MIAMI, FL. In April 2026, state inspectors walked into Kitchen + Kocktails by Kevin Kelley Miami at 2838 NW 2 Ave and found food coming from unapproved or unknown sources, a violation that means some of what was being served to customers had never passed through a USDA or FDA inspection checkpoint. The restaurant was not closed.

By the time the April 15 inspection concluded, inspectors had documented nine high-severity violations and four intermediate violations. Thirteen citations in a single visit. The facility remained open.

What Inspectors Found

1HIGHFood from unapproved or unknown sourceHigh severity
2HIGHToxic chemicals improperly stored or labeledHigh severity
3HIGHNo allergen awareness demonstratedHigh severity
4HIGHInadequate shell stock identification/recordsHigh severity
5HIGHNo consumer advisory for raw/undercooked foodsHigh severity
6HIGHFood contact surfaces not properly cleaned/sanitizedHigh severity
7HIGHImproper handwashing techniqueHigh severity
8MEDMulti-use utensils not properly cleanedIntermediate
9MEDImproper use of wiping clothsIntermediate

The unapproved food source violation stands out because it removes the most basic layer of consumer protection: the ability to trace where food came from if someone gets sick. Inspectors also found that shellfish on the premises lacked adequate identification records, meaning oysters, clams, or mussels being served could not be traced to a certified harvest site.

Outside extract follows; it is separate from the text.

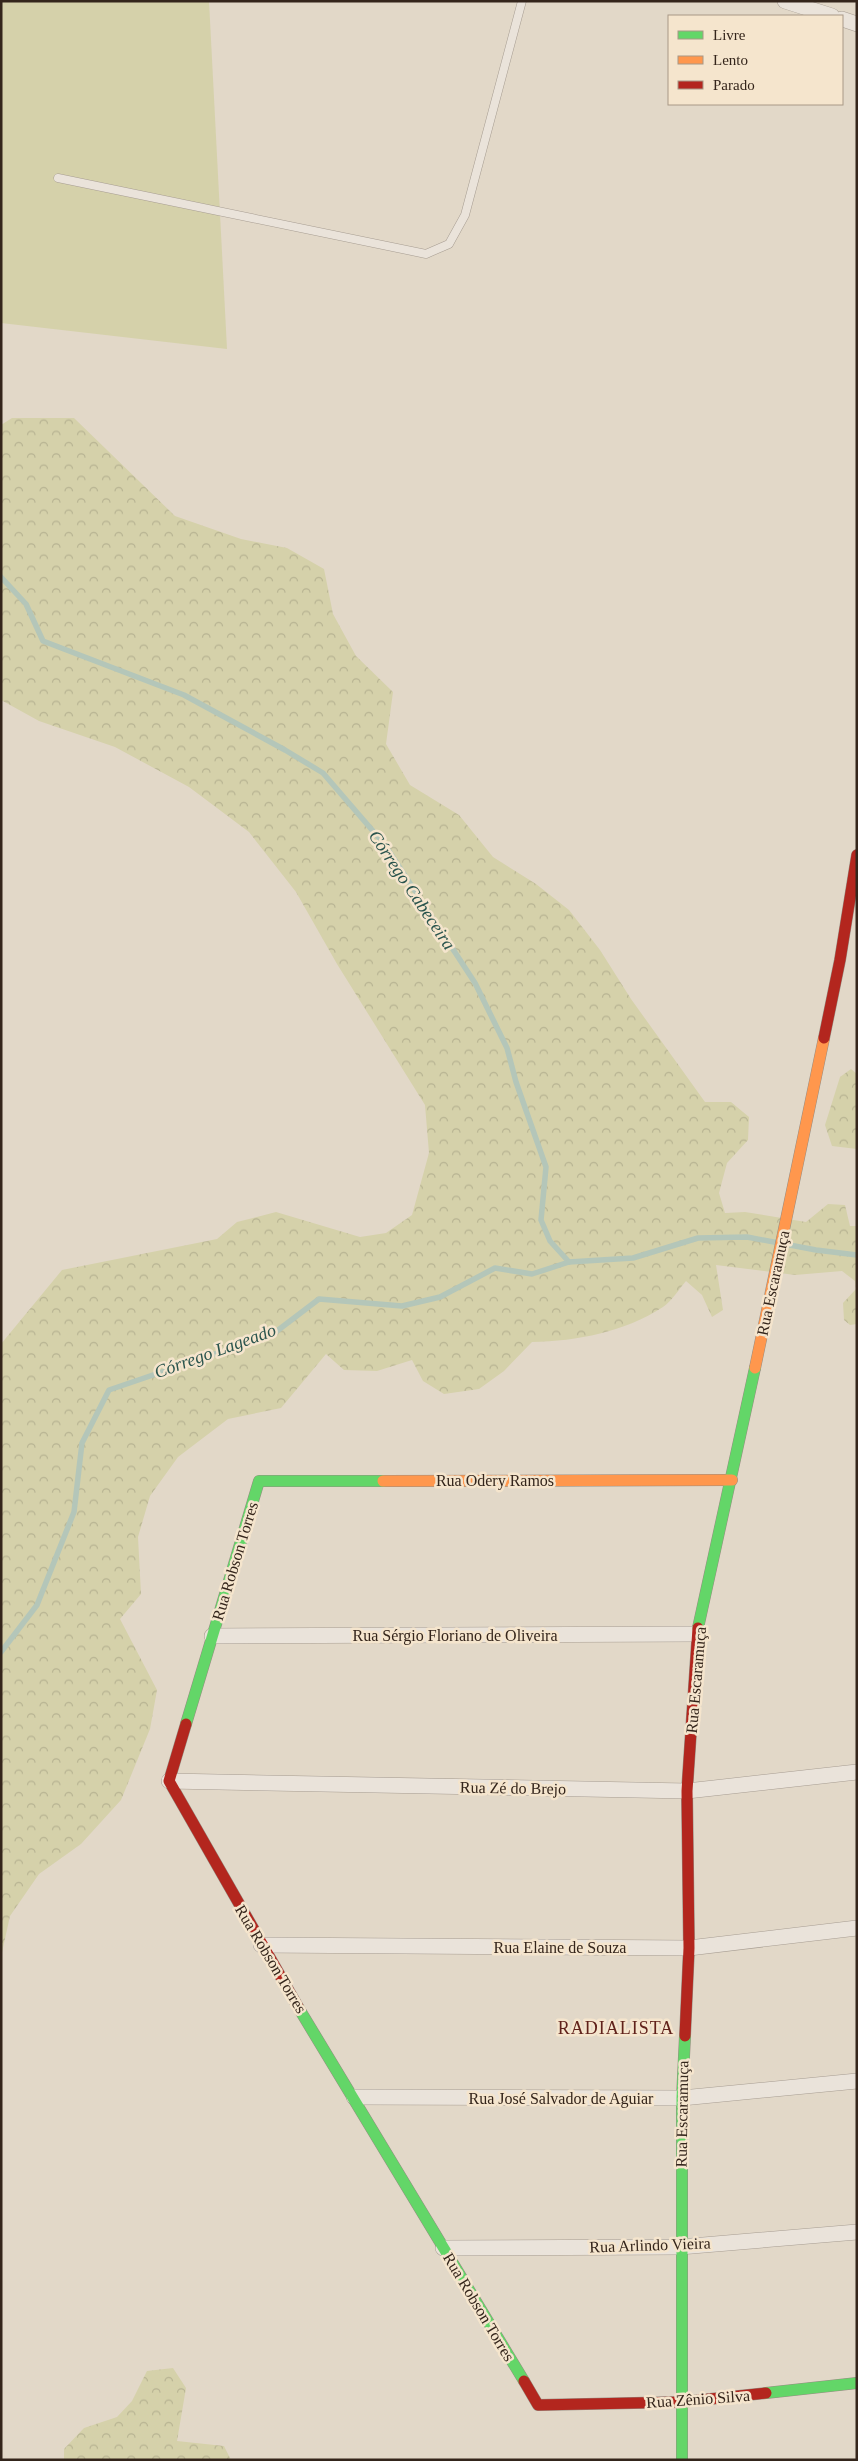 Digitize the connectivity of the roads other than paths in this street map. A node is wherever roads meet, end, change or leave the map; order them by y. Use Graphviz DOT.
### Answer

Toxic chemicals were found improperly stored or labeled, and a separate citation addressed toxic substances improperly identified, stored, or used. Two chemical-related high-severity violations in a single inspection at a restaurant serving food and cocktails.

Inspectors also cited the kitchen for food contact surfaces that were not properly cleaned or sanitized, and for improper use of time as a public health control. When a facility uses time rather than temperature to keep food safe, the rules require strict tracking. The records show that tracking was not happening correctly.

No consumer advisory was posted for raw or undercooked foods. No allergen awareness was demonstrated by staff. Both are high-severity citations that place specific groups of customers, those who are pregnant, elderly, immunocompromised, or managing food allergies, in direct jeopardy without any warning.

What These Violations Mean

Food from an unapproved source does not mean the food looked or smelled wrong. It means no government inspector ever verified it was safe before it reached the kitchen. If a customer became ill after eating at Kitchen + Kocktails in April, investigators would have no reliable chain of custody to follow.

The shellfish traceability failure compounds that risk. Oysters and clams are frequently consumed raw or lightly cooked, and they filter pathogens from surrounding water as they grow. A certified harvest tag tells regulators exactly where and when shellfish were pulled, which is the only way to issue a targeted recall if a harvest site tests positive for Vibrio or norovirus. Without those records, there is no recall possible.

The allergen citation is not a paperwork problem. Staff at Kitchen + Kocktails could not demonstrate awareness of allergen protocols during the April inspection. Food allergies send roughly 30,000 people to emergency rooms each year in the United States. A kitchen that cannot identify which dishes contain common allergens, or how to prevent cross-contact, is a kitchen where a guest with a peanut or shellfish allergy is taking an unquantified risk with every plate.

Two separate chemical storage violations in one inspection create a different category of danger. Mislabeled or improperly stored cleaning chemicals near food or food-prep surfaces can cause acute poisoning. That is not a slow-developing illness. It is an immediate medical emergency.

The Longer Record

The April 2026 inspection was the fourth time state inspectors have visited Kitchen + Kocktails by Kevin Kelley Miami. Across those four visits, inspectors have recorded 40 total violations. The facility has never been emergency-closed.

The pattern across that history is not one of gradual improvement. The January 2023 inspection produced seven high-severity violations and two intermediate violations. Five months later, in June 2023, inspectors returned and found four high-severity violations and two intermediate violations. A single high-severity violation was documented in January 2022, the earliest inspection on record.

The April 2026 visit, with nine high-severity citations, is the worst single inspection in the facility's recorded history. It came nearly three years after the previous inspection, and it did not result in a closure.

Still Open

State inspectors have the authority to order an emergency closure when a facility presents an immediate threat to public health. Nine high-severity violations at Kitchen + Kocktails in April 2026, including food from an unknown source, toxic chemicals improperly stored, no allergen awareness, and no traceability for shellfish, did not meet that threshold.

The restaurant at 2838 NW 2 Ave remained open after inspectors left.